石原慎太郎著(2022)『自分の頭で考えよ』株式会社プレジデント社
生き様が言葉で現れている本
久しぶりに著者の『天才』という本を読んだので、ついでにもう一冊kindleで購入して読んでみた。実のところはタイトルに惹かれて購入した次第である。
現代において、良し悪しあれど信念をもって言動する人は政治家を含めても少なくなった気がするが、そういう中においてはきちんと物事を判断できた部類に入る人だと思う。その考え方というものが、本書の中にも散りばめられている。
また著者が病床にあって、三島由紀夫との書簡のやり取りのエピソードも知ることができ、著者が影響された人という意味で理解できる。そして戦後の教育の方針変換にともなう経験というものが彼の人生に色濃くその影を落としていることにも気づき十分に理解できる。
これらが政治家としての考え方に影響しているのかも知れず、政治というものは本質的には指導者ひとりがやるもので、ゆえに政治家というのは人のいうことは聞かないということを、危険な考えと思いながらも吐露している。この見解は、わたしの知るウェーバーの『職業としての政治』の考え方にある政治家像と似ていると感じた。
そしてまた田中角栄の金権政治の国家的危うさへの急先鋒だった著者が、それでも強い興味と魅力を田中角栄にみているという点も、彼の著書『天才』と同様に不思議な感覚を与えている。それは、西郷と大久保に関しても、大久保の方を評価する著者の考え方にも通じるところがある。国家としての目的と結果、その先を見通す目というものに著者は憧れを感じていたのかも知れない。ある意味織田信長のようなある種の異端者、異能者、いわばベンチャースピリットをもっている人物への憧れなのであろう。

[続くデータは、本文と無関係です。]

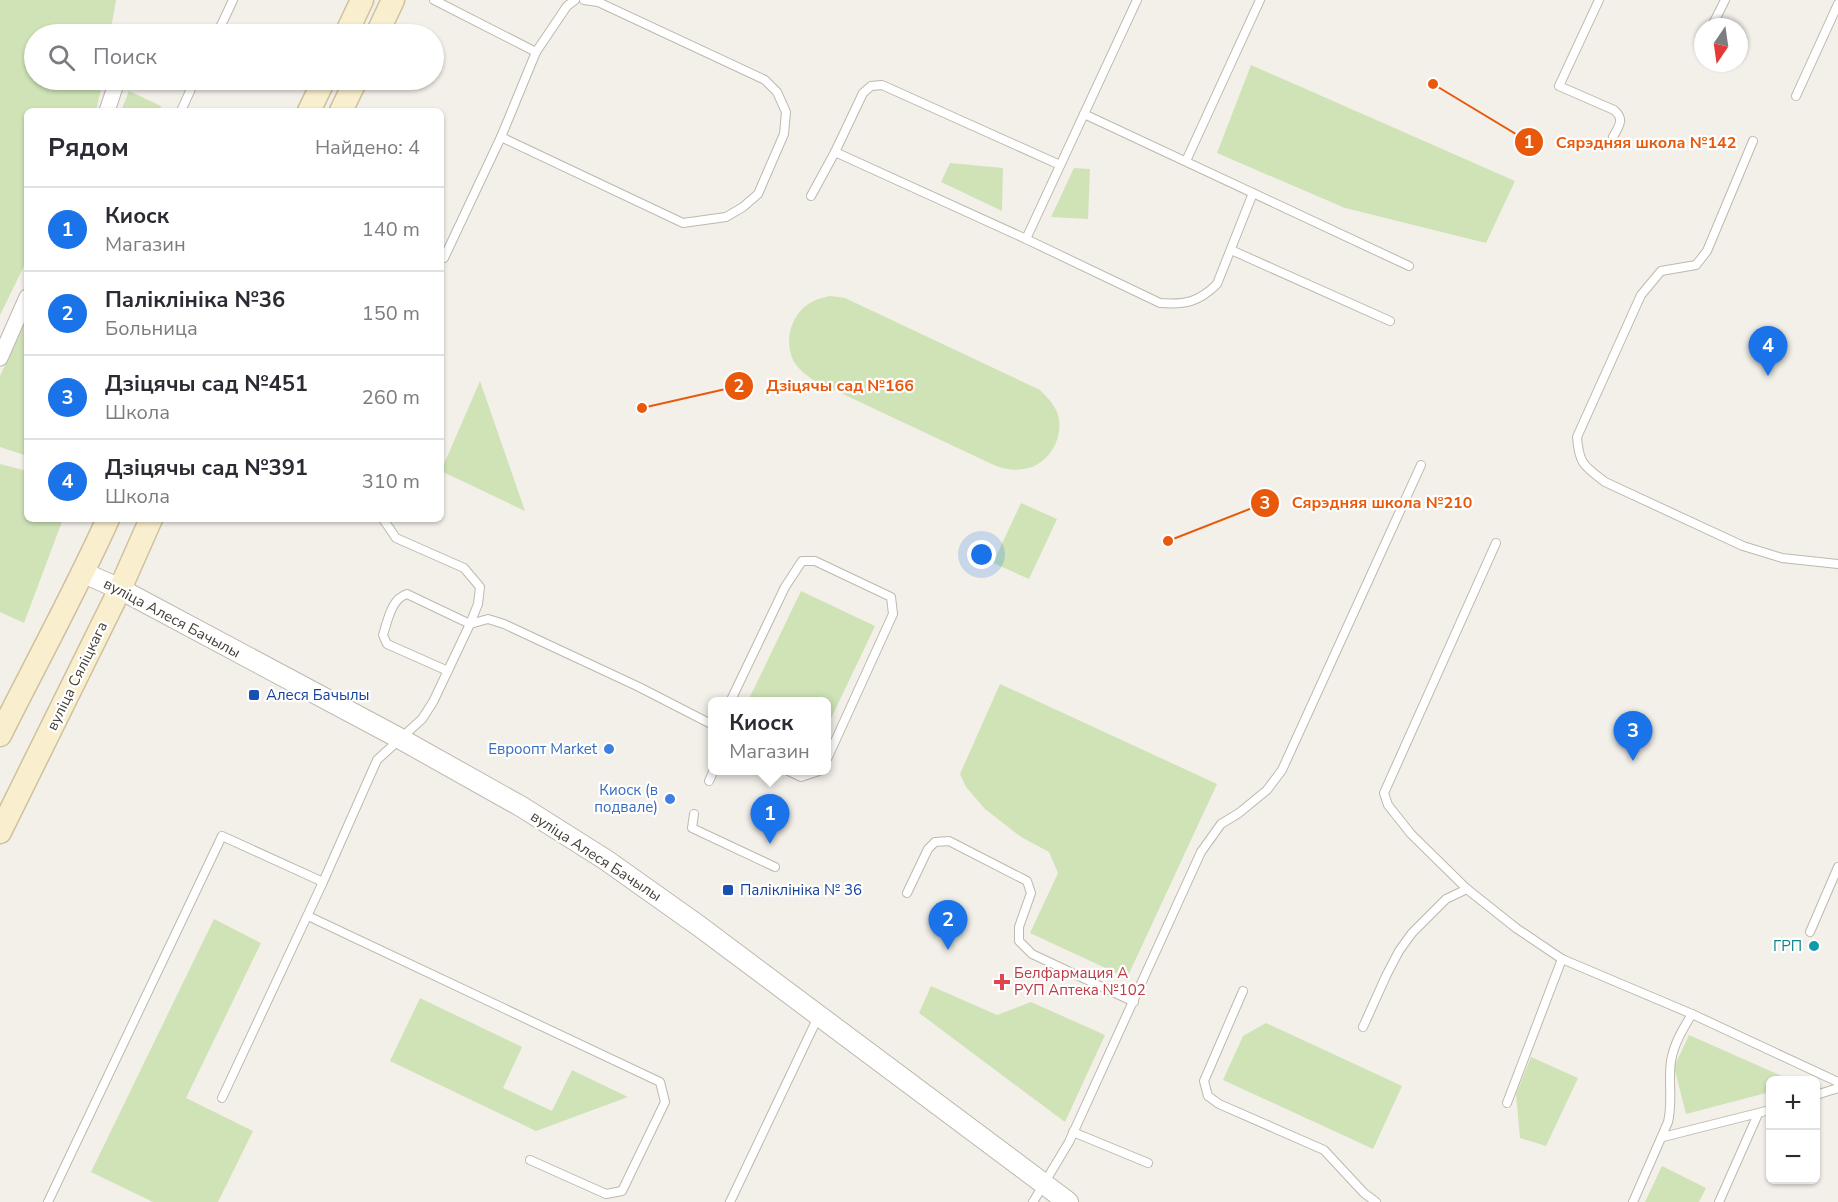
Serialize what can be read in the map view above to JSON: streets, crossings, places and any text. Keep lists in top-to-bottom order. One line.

わたしが共感するのは、人間の価値は発想力で決まるということ。「人の考えないことを考えつく発想力、人がやらないことをやってのける行動力、現在だけでなく、未来をも見越してビジョンを描ける能力、それが才能です。発想力のない人間は単なる凡人でしかありません」という言葉は、今の多くの社会人に当てはまる言葉だと思う。
また平和に関しては、所詮人間の理念としてのアンチテーゼの域を出ていないという見解。そして日本がこれからグローバル・ポリティカル・アイデア、つまり世界規模の政治理念を確立するために必要な技術的な投資に対して、アメリカはことごとく潰しにかかるという記述は、確かに現在においてもそのとおりであり、そこに安倍政権は挑んでいたが、岸田政権はアメリカに従順になりすぎてもはや潰されてしまった感がするのは、著者の見解が未だにそのまま通じている証でもあろう。
そして憲法や教育、環境問題などあらゆる課題で、最初に我々が他力本願の姿勢から脱する必要があると説いている。ODAのお金もばらまく割にはチェック機能が果たせていなかったり、課題が語られている他、日本のグローバルな貢献として公害防止技術の供与ということを真剣に考えられていたようである。
後半は老いにも触れており、「いかに死ぬかではなく、いかに生きるか」という点で、変化こそがこの世の姿と悟れば過去や今に拘らず未来への期待や自負が生まれると説いている。一度大病を患っているからこそ、生きている時間と残りの時間の活用に目が向いていたのだろう。
本書の最後に「私のことをいえば、どんなに気が滅入ったときでも、自ら死を選ぼうなどということをわずかでも考えたことはありません」という言葉が綴られている。この言葉は、三島由紀夫と著者との違いを端的に表した本書の最後を語るにふさわしい名言かも知れない。もしかしたら、その姿勢を示すことが三島由紀夫におくる最後の著者の言葉であり、また三島由紀夫をこえる著者の考えにほかならないからであろう。
最後にその真摯な男の生きざまというものを理解した。今の自分には、その生き様がよく分かる気がする。わたしも癌でそう長くは生きられないので…。